8 mesures composent ce plan, qui complète celui déjà présenté en février 2013 par le gouvernement Ayrault.
- A partir du 1er septembre 2015 :
- Abaissement du plafond de paiement en espèces et eMoney de 3000 à 1000 euros pour les résidents français et de 15.000 à 10.000 euros pour les non-résidents et touristes étrangers.
- A partir du 1er janvier 2016 :
- Obligation par décret de déclarer systématiquement à Tracfin les dépôts et retraits d’espèces supérieurs à 10 000 € (cumulés sur un mois)
- Déclaration obligatoire à la douane des transferts physiques de capitaux par fret, notamment aérien
- Abaissement du seuil de prises d’identité à 250€ pour les cartes prépayées rechargeables et non rechargeables et à 100€ pour le remboursement en espèces
- Référencement systématique des comptes de paiement et comptes Nickel au fichier FICOBA (Fichier National des Comptes Bancaires et Assimilés)
- Abaissement du seuil de prise d’identité pour les opérations de changes manuelles de 8000€ à 1000€
- Définition d’un seuil de montant précis à partir duquel les professionnels seront tenus de renforcer et de systématiser les mesures de vigilance quant à l’origine des fonds, le motif des transactions et l’identité des bénéficiaires
- Extension du régime de gel d’avoirs aux biens immobiliers et mobiliers (véhicules)

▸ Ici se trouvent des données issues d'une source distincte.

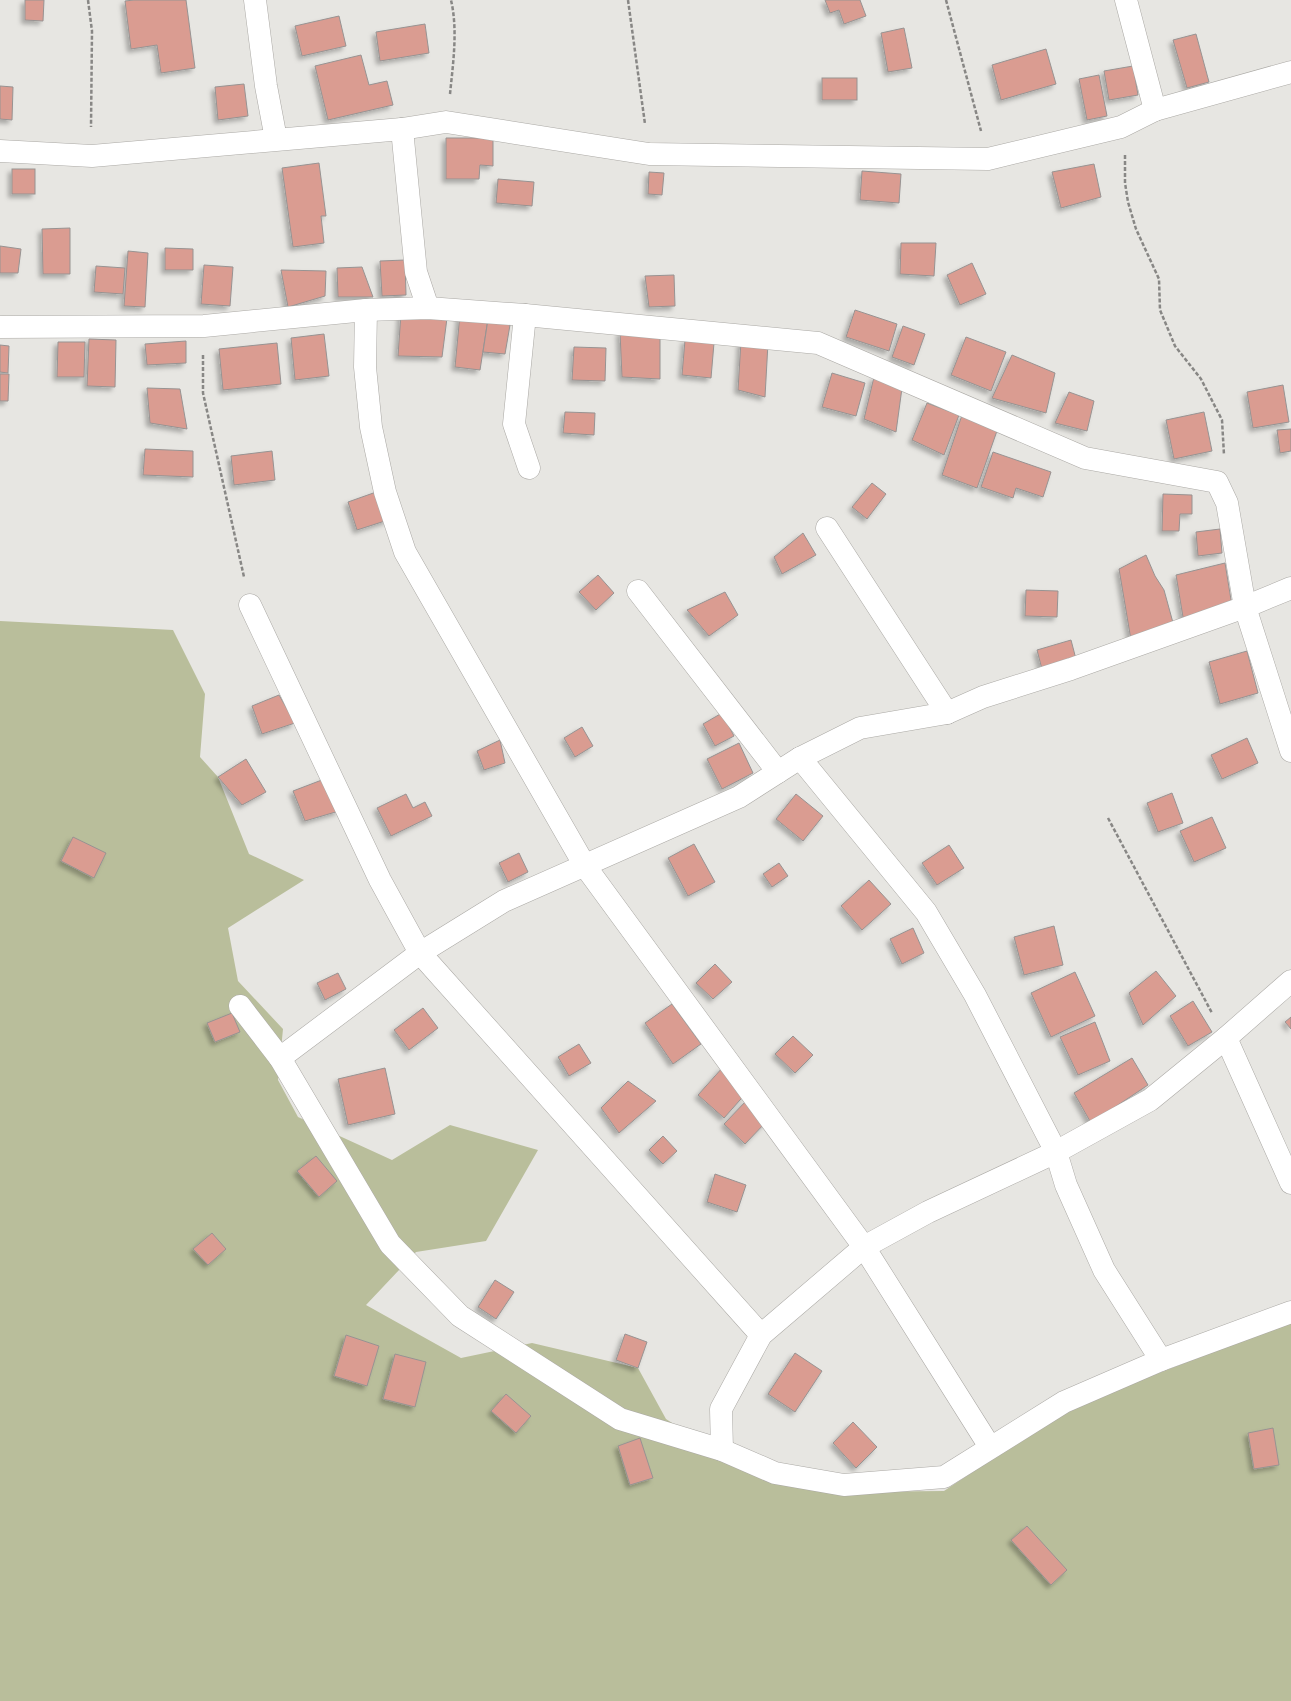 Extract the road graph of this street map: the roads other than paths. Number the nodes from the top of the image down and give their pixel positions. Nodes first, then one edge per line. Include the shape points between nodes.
1 (255, 0) edge
2 (1126, 0) edge
3 (1291, 72) edge
4 (1155, 110) junction
5 (402, 129) junction
6 (276, 139) junction
7 (0, 151) edge
8 (428, 308) junction
9 (366, 310) junction
10 (525, 315) junction
11 (0, 327) edge
12 (529, 468) dead end
13 (827, 528) dead end
14 (1291, 588) edge
15 (638, 591) dead end
16 (250, 605) road end
17 (1245, 607) junction
18 (947, 713) junction
19 (1291, 751) edge
20 (800, 758) junction
21 (778, 772) junction
22 (585, 866) junction
23 (420, 953) junction
24 (1291, 981) edge
25 (240, 1006) dead end
26 (1226, 1038) junction
27 (280, 1058) junction
28 (1056, 1152) junction
29 (1291, 1183) edge
30 (864, 1248) junction
31 (1291, 1312) edge
32 (761, 1335) junction
33 (1161, 1360) junction
34 (990, 1447) junction
35 (722, 1450) junction

1 - 6 street
2 - 4 street
3 - 4 street
4 - 5 street via 1121,127 988,159 648,154 446,122
5 - 6 street
5 - 8 street via 416,272
6 - 7 street via 92,156
8 - 9 street
8 - 10 street
9 - 11 street via 204,326
9 - 22 street via 365,367 371,428 385,492 405,552
10 - 12 street via 514,424
10 - 17 street via 818,343 1085,458 1217,482 1227,504
13 - 18 street
14 - 17 street
15 - 21 street
16 - 23 street via 380,880
17 - 18 street via 1071,669 983,697
17 - 19 street
18 - 20 street via 860,728
20 - 21 street
20 - 28 street via 926,912 975,995
21 - 22 street via 739,797
22 - 23 street via 504,901
22 - 30 street
23 - 27 street
23 - 32 street
24 - 26 street
25 - 27 street
26 - 28 street via 1150,1100
26 - 29 street
27 - 35 street via 390,1244 460,1316 620,1419
28 - 30 street via 928,1212
28 - 33 street via 1066,1185 1104,1270
30 - 32 street
30 - 34 street
31 - 33 street
32 - 35 street via 721,1409
33 - 34 street via 1064,1402
34 - 35 street via 944,1477 844,1485 775,1473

Ces 8 mesures, rapidement adoptées par voie de décret le 24 juin dernier, répondent à 3 enjeux :
- IDENTIFIER : Faire reculer l’anonymat dans l’économie afin de mieux tracer les opérations suspectes
- SURVEILLER : Mobiliser les acteurs financiers dans la lutte contre le terrorisme,
- AGIR : Renforcer les capacités de gel contre les avoirs détenus par les financeurs ou les acteurs du terrorisme.
En renforçant la traçabilité des transactions, le gouvernement vise plus globalement l’économie souterraine, la fraude fiscale et le blanchiment d’argent, au service de la relance de la croissance française.

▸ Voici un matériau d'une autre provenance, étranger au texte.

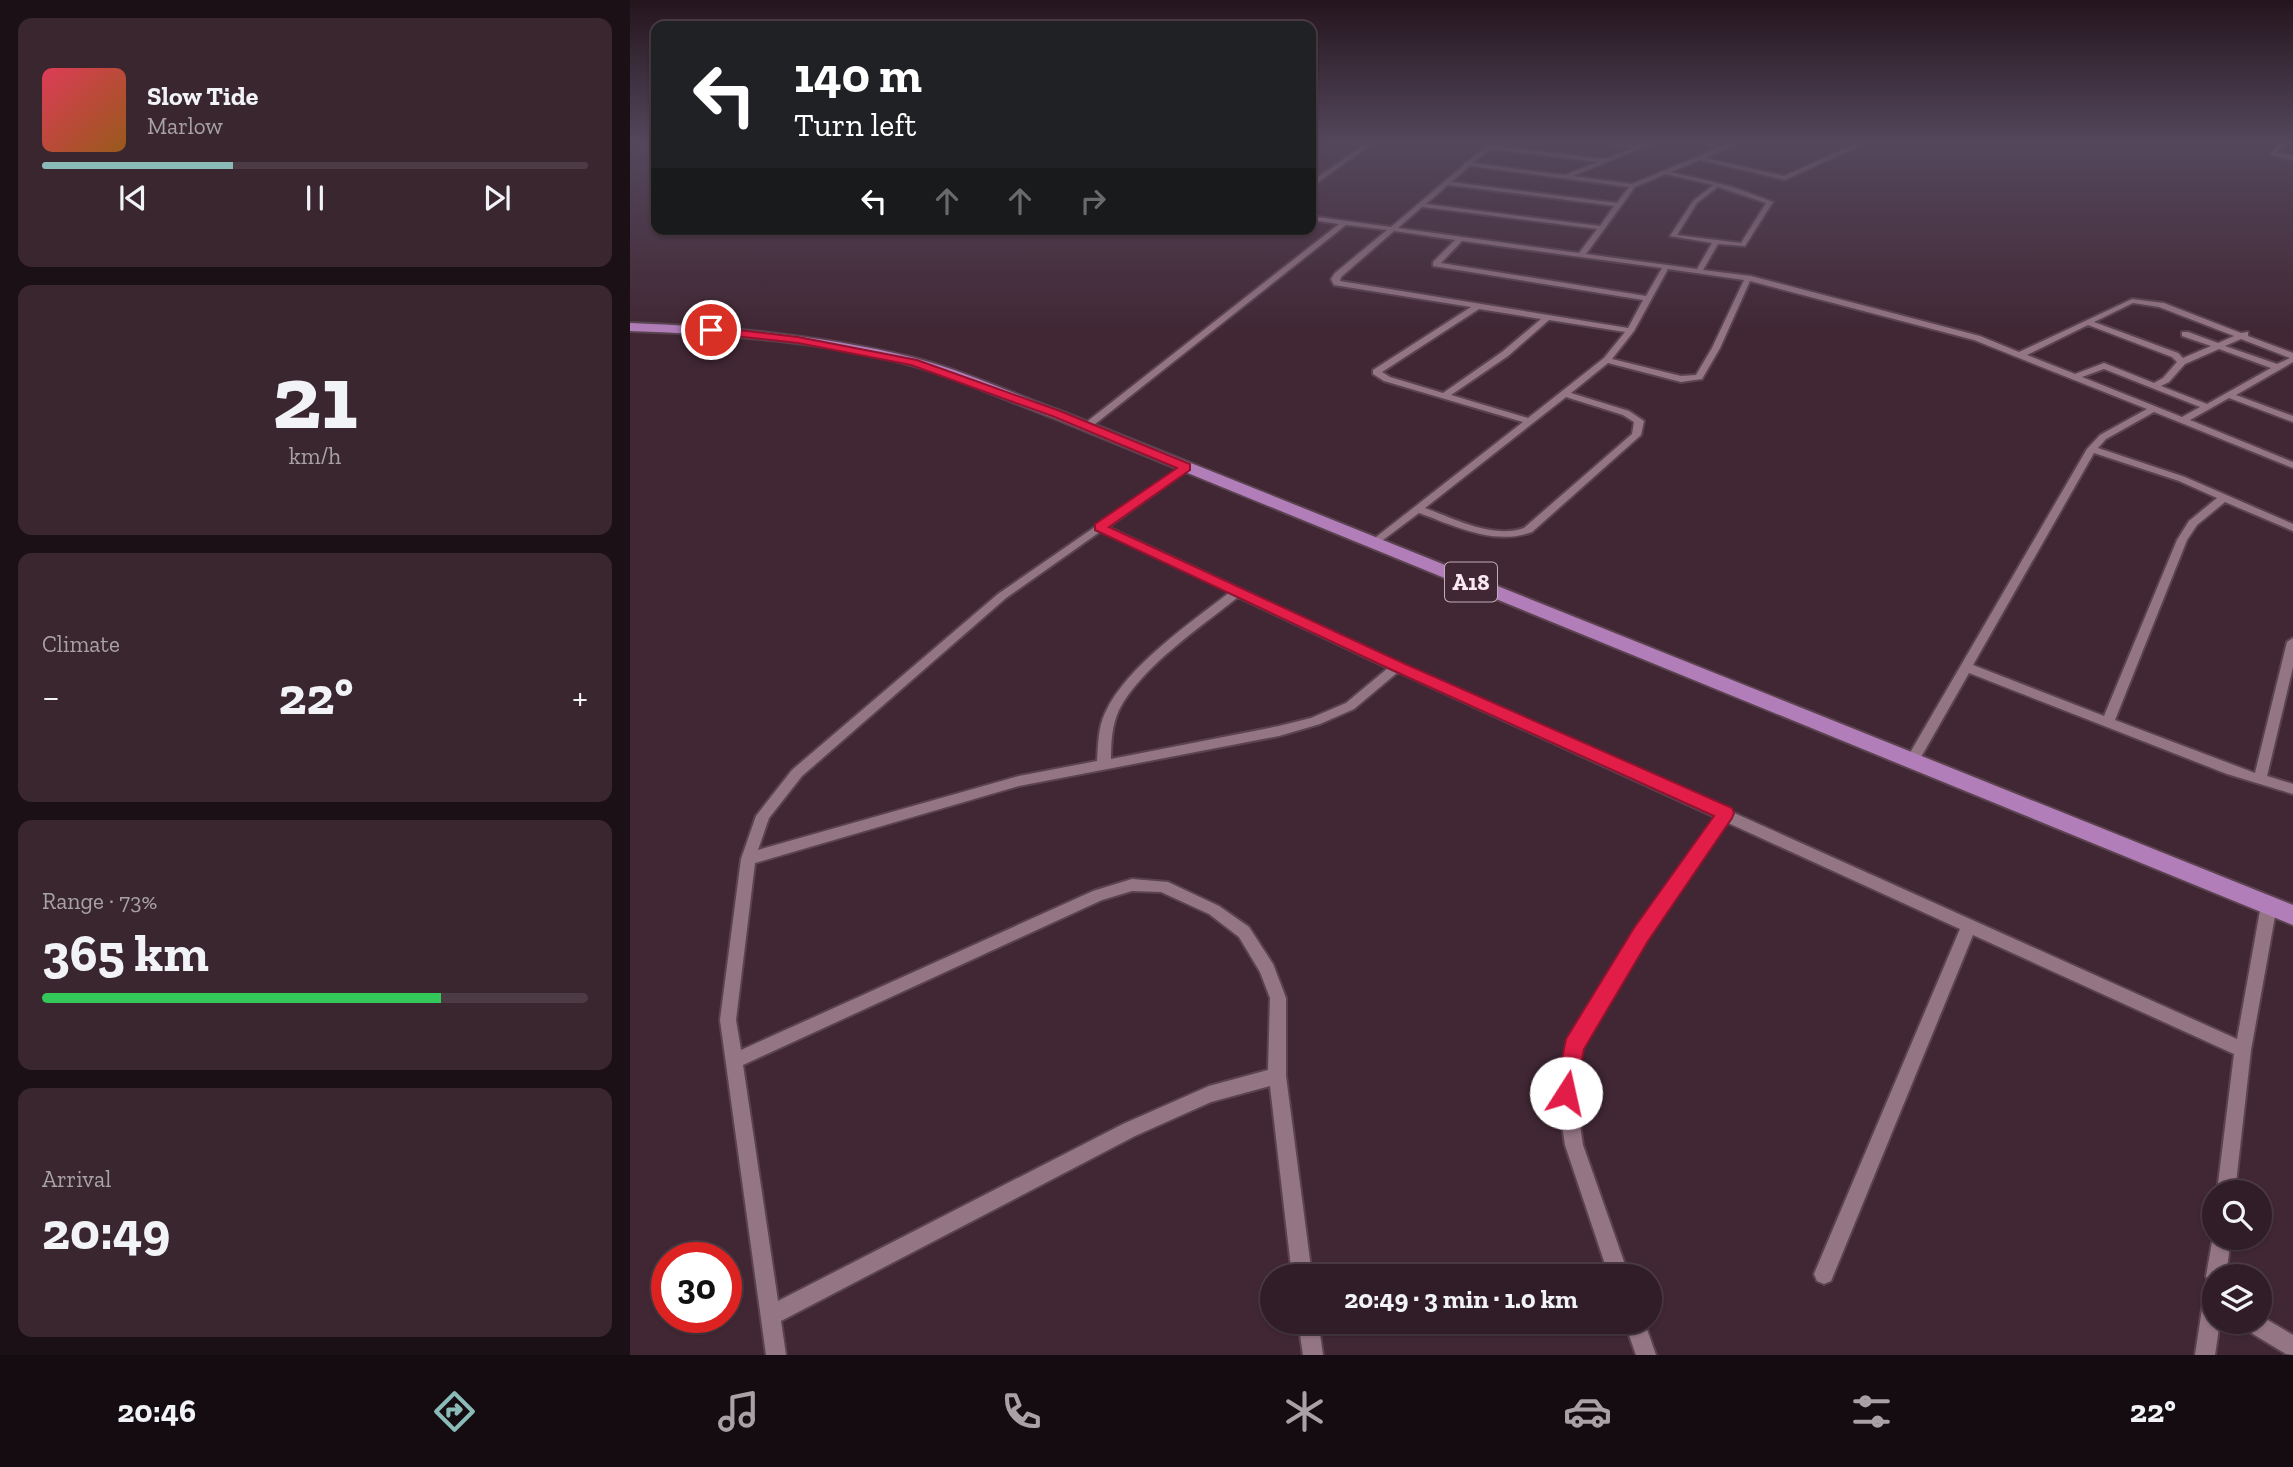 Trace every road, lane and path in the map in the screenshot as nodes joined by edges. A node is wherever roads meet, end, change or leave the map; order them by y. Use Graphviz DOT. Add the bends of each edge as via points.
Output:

Aux abonnés absents de ces mesures, on note :
- Les monnaies virtuelles locales et les bitcoins: en dehors des recommandations visant à prévenir leurs usages frauduleux, ni la France ni l’Europe n’a pour le moment légiféré sur l’utilisation de ces monnaies
- Le paiement en espèces entre particuliers, sachant que les solutions de paiement mobile P2P seront-elles mêmes contraintes par la limite de 1.000 euros, seuil au-dessus duquel des processus de KYC et AML devront être mis en œuvre.
Si ces mesures sont encore loin de mettre un terme à l’utilisation des espèces en France, elles constituent toutefois une opportunité pour les banques, mises à mal par la baisse des commissions interbancaires, et pour les établissements de paiement ou de monnaie électronique, à la recherche de nouveaux moyens d’intermédiation dans la chaîne de valeur des paiements.

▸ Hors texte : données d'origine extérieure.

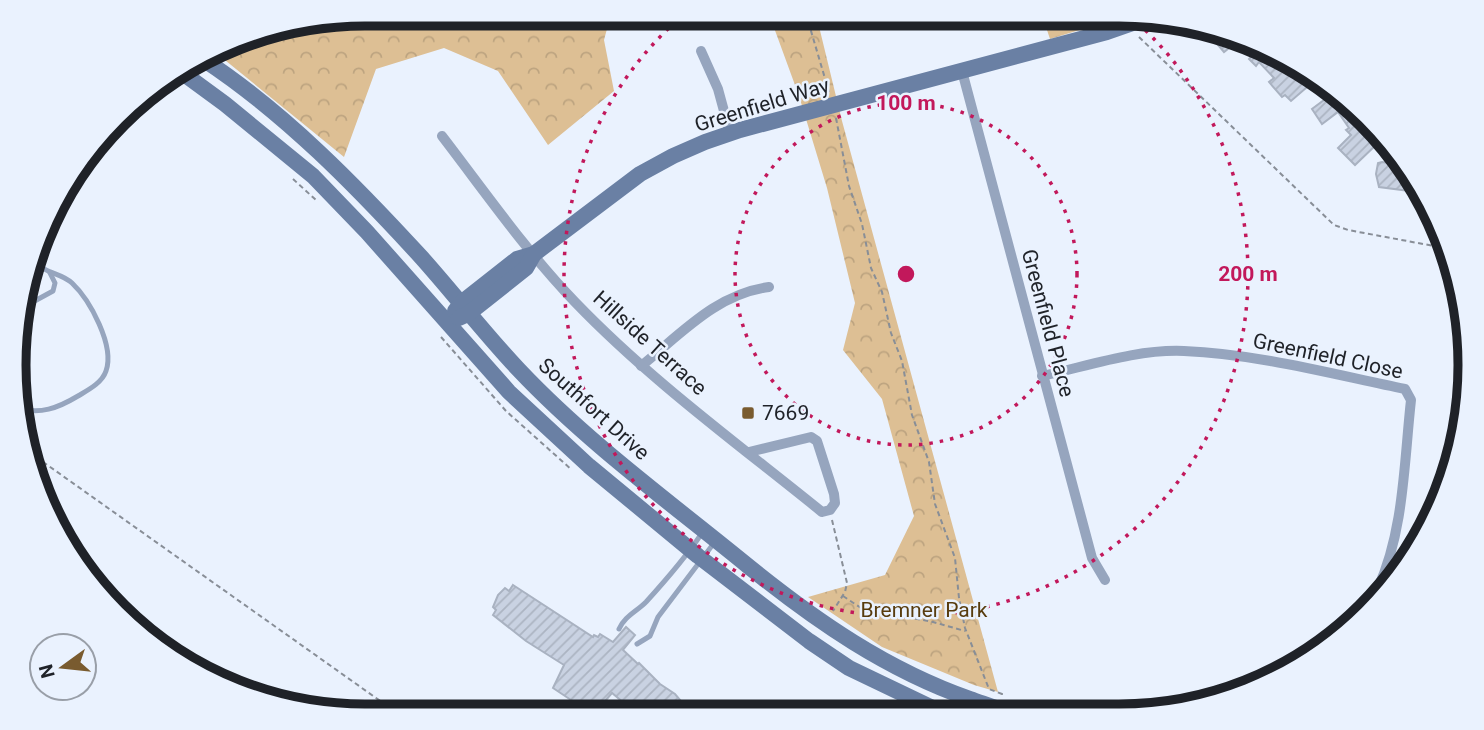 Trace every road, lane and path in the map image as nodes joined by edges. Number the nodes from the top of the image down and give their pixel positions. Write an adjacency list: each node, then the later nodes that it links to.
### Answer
1 (811, 26): 9 (path)
2 (1124, 26): 7 (main road, Greenfield Way); 12 (path)
3 (326, 29): 4 (path)
4 (280, 37)
5 (701, 51): 10 (street)
6 (209, 64): 18 (main road, Southfort Drive)
7 (962, 71): 9 (main road, Greenfield Way); 21 (street, Greenfield Place)
8 (188, 77): 19 (main road, Southfort Drive)
9 (833, 105): 10 (main road, Greenfield Way); 33 (path)
10 (730, 133): 13 (main road, Greenfield Way)
11 (442, 136): 13 (street, Hillside Terrace)
12 (1436, 246)
13 (534, 254): 18 (main road, Greenfield Way); 20 (street, Hillside Terrace)
14 (41, 266): 15 (lane)
15 (50, 274): 17 (lane); 22 (lane)
16 (769, 287): 20 (street)
17 (32, 302)
18 (464, 309): 19 (main road, Greenfield Way); 26 (main road, Southfort Drive)
19 (447, 322): 27 (main road, Southfort Drive)
20 (641, 366): 23 (street, Hillside Terrace)
21 (1042, 376): 28 (street, Greenfield Close); 29 (street, Greenfield Place)
22 (29, 410)
23 (749, 452): 25 (street, Hillside Terrace); 25 (street)
24 (40, 460): 36 (path)
25 (830, 510): 30 (path)
26 (710, 535): 27 (lane); 27 (lane); 38 (main road, Southfort Drive)
27 (697, 554): 32 (lane); 34 (lane); 37 (main road, Southfort Drive)
28 (1383, 577)
29 (1105, 580)
30 (843, 596): 31 (path); 33 (path)
31 (832, 612)
32 (619, 629)
33 (967, 631): 35 (path)
34 (637, 645)
35 (990, 690)
36 (384, 704)
37 (924, 704)
38 (985, 704)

Conscientes de ces enjeux, les banques profiteront probablement de ce décret pour maintenir la pression sur les commerçants pour favoriser les solutions de paiement dématérialisées.
Encore faut-il que celles-ci soient aussi simples à utiliser pour les commerçants et les particuliers que les espèces !
Pour autant, une société définitivement cash-less est-elle possible ?
Oui, à en croire l’exemple de la Suède qui, depuis 2010, se détourne progressivement de l’utilisation de l’argent liquide, en vue d’y mettre un terme dès 2020.
Plus qu’un effet de mode, cette transformation est désormais bien ancrée dans les usages : quête à l’église, vente de magazines par les sans-abris, argent de poche pour les plus jeunes… la carte de crédit et ses dérivés mobiles dominent désormais le marché BtoC scandinave.
Pour le moment, nos pièces de monnaie et billets de banque ont encore de beaux jours devant eux !
Bien que traditionnellement plus faible en France qu’en Europe, et en net recul depuis l’introduction des cartes bancaires et du sans contact, la monnaie fiduciaire reste, toutefois, le moyen de paiement gratuit, accessible de tous, et largement privilégié pour les achats de faibles montants (15% du CA dans les commerces français contre 5% en Suède).
Il faudra donc attendre un nouveau pas réglementaire ainsi que la démocratisation des nouvelles techniques de paiement (monnaie électronique, paiement mobile, HCE, paiement biométrique, etc.), pour songer à renoncer définitivement à l’utilisation de l’argent liquide.